Tuesday, November 14, 2006

What do you call those pills that make you never have to sleep and you can get lots of stuff done?

That is what I asked the Hubby a while back when I felt like I had too many things to get done and not enough time to do them in. He refused to answer. Good call.
Reading Gypsy's account of her list-making obsession reminded me of a conversation I had recently about mental illness and mania. My question is this: is it possible to be just the right amount of manic? Can a person be deliriously happy all the time without being thought of as a clueless twit or someone perpetually wearing rose coloured glasses? One of the main points of the DSM IV-TR Edition is that a person could have all of the indicators for any illness addressed in the DSM but if these indicators do not cause the person any problems, it doesn't friggin matter.

So I have felt manic lately, but I don't think it is causing any major problems; it helps me get things done, and I like getting things done. It happens every year about this time - the flurry of all the parties compounded with the stress of working for a church during the holidays. Especially a church that calls the Sunday before Xmas "the Christmas Program" and then tells me I am focussing too much on Christianity. Who's crazy?

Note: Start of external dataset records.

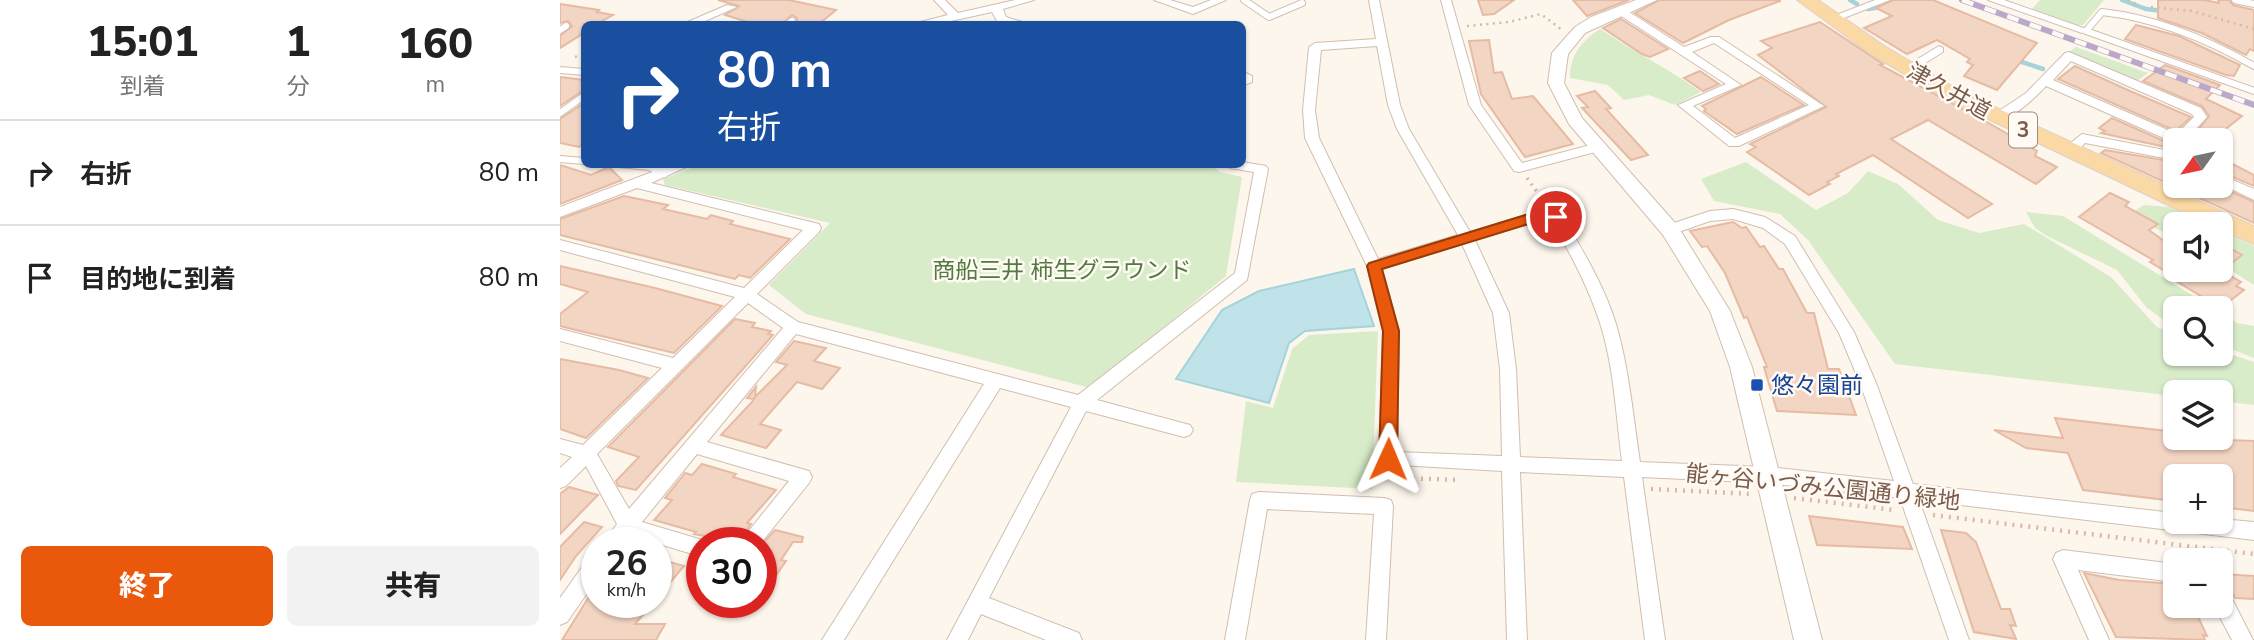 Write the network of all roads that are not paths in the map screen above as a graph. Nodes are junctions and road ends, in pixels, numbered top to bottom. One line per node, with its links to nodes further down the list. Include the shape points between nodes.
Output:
1 (939, 0): 19 (street)
2 (1029, 0): 15 (street)
3 (1159, 0): 4 (street, via 1193,11)
4 (1221, 0)
5 (1244, 0): 13 (lane, via 1269,17)
6 (1374, 0): 26 (street)
7 (1446, 0): 43 (street, via 1475,105 1519,168)
8 (1650, 0): 17 (street)
9 (1806, 0): 20 (main road, 津久井道 / 3)
10 (1885, 0): 20 (street)
11 (1993, 0): 25 (street)
12 (2235, 0): 14 (lane)
13 (1301, 3)
14 (2254, 4)
15 (996, 7): 19 (street); 24 (street, via 1001,19)
16 (731, 8): 18 (street)
17 (1619, 10): 28 (street); 43 (street, via 1596,20 1560,53 1556,83 1575,120)
18 (719, 12): 21 (street); 22 (street)
19 (956, 16): 23 (street)
20 (1832, 19): 32 (main road, 津久井道 / 3)
21 (696, 21)
22 (730, 21)
23 (936, 21)
24 (1007, 21)
25 (2085, 32): 29 (lane, via 2104,11 2135,17); 36 (lane)
26 (1382, 42): 57 (street, via 1403,129); 59 (street, via 1315,47 1308,110 1312,138)
27 (1938, 50): 32 (street)
28 (1683, 51): 28 (street, via 1715,39 1818,106 1734,143 1684,106 1735,85)
29 (2241, 58): 30 (lane); 31 (lane)
30 (2254, 58)
31 (2254, 65)
32 (1907, 69): 39 (main road, 津久井道 / 3)
33 (560, 70): 34 (lane)
34 (581, 72)
35 (2045, 81): 39 (street); 40 (street, via 2069,57 2197,111 2201,117); 41 (street)
36 (2254, 92)
37 (581, 98): 38 (lane)
38 (560, 113)
39 (1998, 118): 44 (main road, 津久井道 / 3)
40 (2191, 128)
41 (2163, 140)
42 (2163, 145): 44 (street, via 2082,138)
43 (1598, 147): 55 (street)
44 (2068, 152): 56 (main road, 津久井道 / 3)
45 (560, 159): 46 (lane)
46 (581, 161)
47 (1246, 167): 65 (street, via 1261,169 1242,276)
48 (652, 168): 50 (lane)
49 (677, 168): 50 (street)
50 (664, 173): 51 (street)
51 (638, 184): 54 (street); 60 (street, via 814,228)
52 (2233, 185): 53 (street)
53 (2254, 195)
54 (560, 212)
55 (1670, 230): 72 (street, via 1720,311 1741,367); 74 (street, via 1721,214 1734,215 1778,227 1790,240 1846,332)
56 (2254, 236)
57 (1466, 237): 59 (street); 70 (street, via 1501,313); 71 (street, via 1545,214 1556,217 1585,267 1608,324)
58 (560, 245): 60 (street)
59 (1374, 266): 70 (street, via 1391,331 1388,459)
60 (748, 295): 61 (street); 63 (street)
61 (793, 327): 64 (street); 68 (street)
62 (560, 335): 63 (street)
63 (675, 365): 69 (street)
64 (996, 380): 65 (street); 84 (street)
65 (1082, 402): 66 (street); 81 (street)
66 (1184, 430)
67 (560, 446): 69 (street)
68 (695, 446): 75 (street); 76 (street, via 803,477)
69 (588, 454): 73 (street); 75 (street)
70 (1511, 463): 71 (street); 89 (street)
71 (1633, 468): 72 (street); 90 (street)
72 (1768, 475): 74 (street); 91 (street)
73 (560, 481)
74 (1907, 490): 77 (street); 92 (street)
75 (628, 526): 78 (street)
76 (762, 527)
77 (2254, 531)
78 (686, 543)
79 (2163, 572): 93 (street, via 2063,559)
80 (581, 585): 82 (street)
81 (977, 603): 85 (street); 86 (street)
82 (560, 615)
83 (2231, 618): 94 (street)
84 (832, 640)
85 (957, 640)
86 (1072, 640)
87 (1235, 640): 88 (street, via 1259,500 1384,506)
88 (1376, 640)
89 (1517, 640)
90 (1656, 640)
91 (1808, 640)
92 (1959, 640)
93 (2099, 640)
94 (2243, 640) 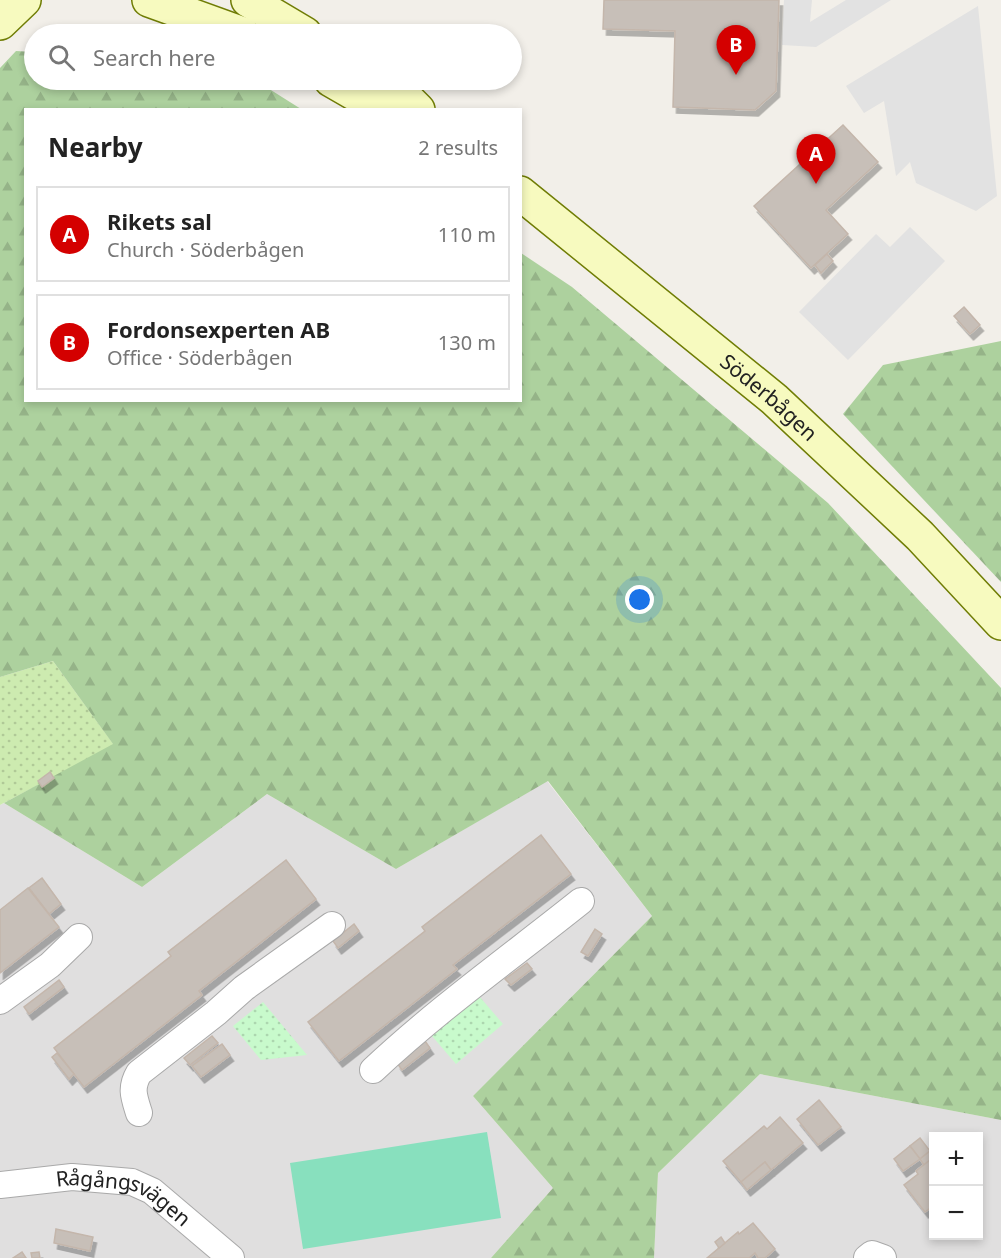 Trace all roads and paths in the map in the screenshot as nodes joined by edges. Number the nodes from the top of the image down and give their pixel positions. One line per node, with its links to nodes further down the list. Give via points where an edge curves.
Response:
1 (24, 0): 4 (street)
2 (149, 0): 5 (street)
3 (248, 0): 6 (street)
4 (0, 22)
5 (215, 24)
6 (288, 24)
7 (348, 90): 9 (street)
8 (394, 90): 10 (street)
9 (380, 108)
10 (416, 108)
11 (522, 195): 12 (street, Söderbågen, via 774,399 920,536)
12 (1001, 623)
13 (581, 901): 17 (street, via 454,1000)
14 (332, 925): 18 (street, via 244,988 139,1073 133,1083)
15 (79, 937): 16 (street, via 50,965)
16 (0, 1001)
17 (373, 1070)
18 (139, 1113)
19 (0, 1185): 20 (street, Rågångsvägen, via 72,1177 132,1182 152,1191)
20 (231, 1258)
21 (867, 1258): 22 (street, via 872,1254)
22 (883, 1258) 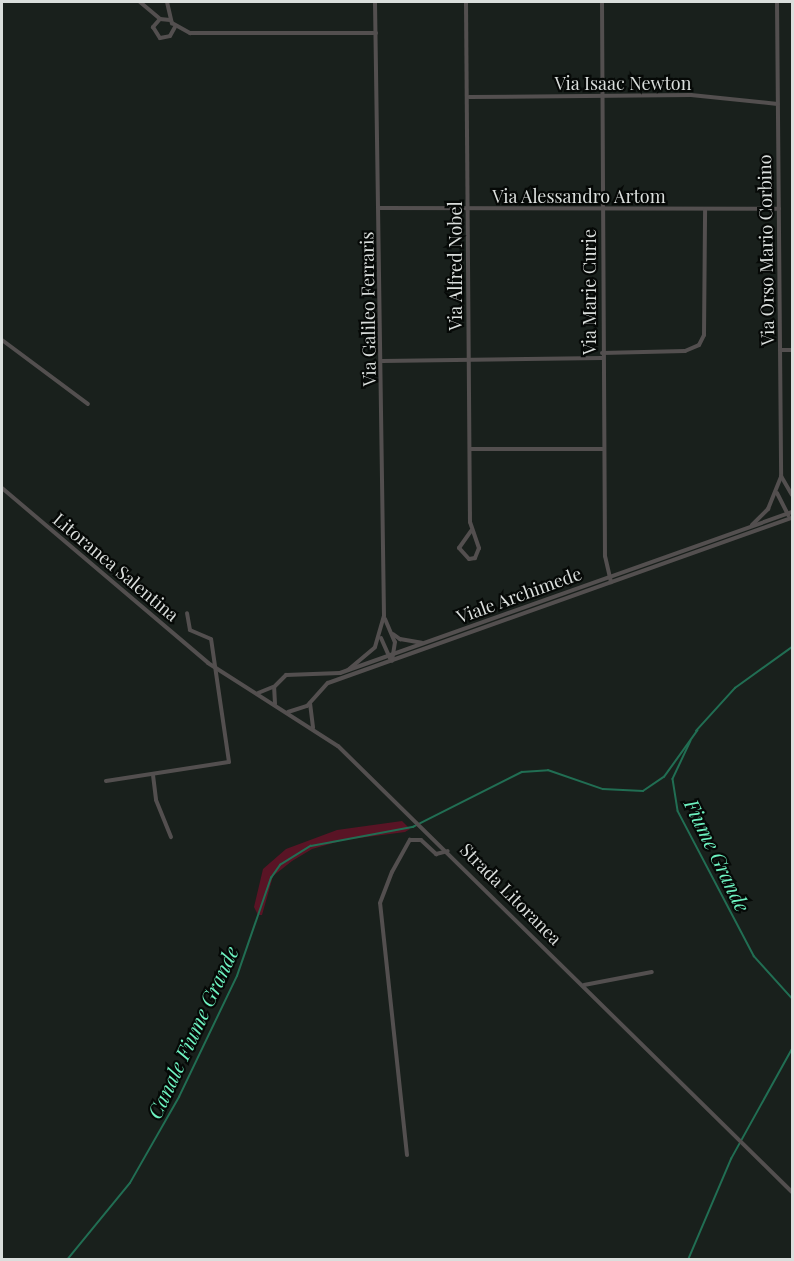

Etymology lesson: Mania comes from the Greek mainesthai "to rage, go mad," and from this same root, we got maenad, the name used to refer to the female members of Dionysus' orgiastic cult.
From Answers.com: "In Greek mythology, Maenads were female worshippers of Dionysus, the Greek god of mystery, wine and intoxication, and the Roman god Bacchus. The word literally translates as "raving ones". They were known as wild, insane women who could not be reasoned with.
The mysteries of Dionysus inspired the women to ecstatic frenzy; they indulged in copious amounts of violence, bloodletting, sexual activity, self-intoxication, and mutilation. They were usually pictured as crowned with vine leaves, clothed in fawnskins and carrying the thyrsus, and dancing with wild abandon."

So somehow we ladies made a leap from being slutty partiers with a Greek sugardaddy and a penchant for mob behavior, to being mentally ill women who need depakote in order to function on a day-to-day basis. What changed?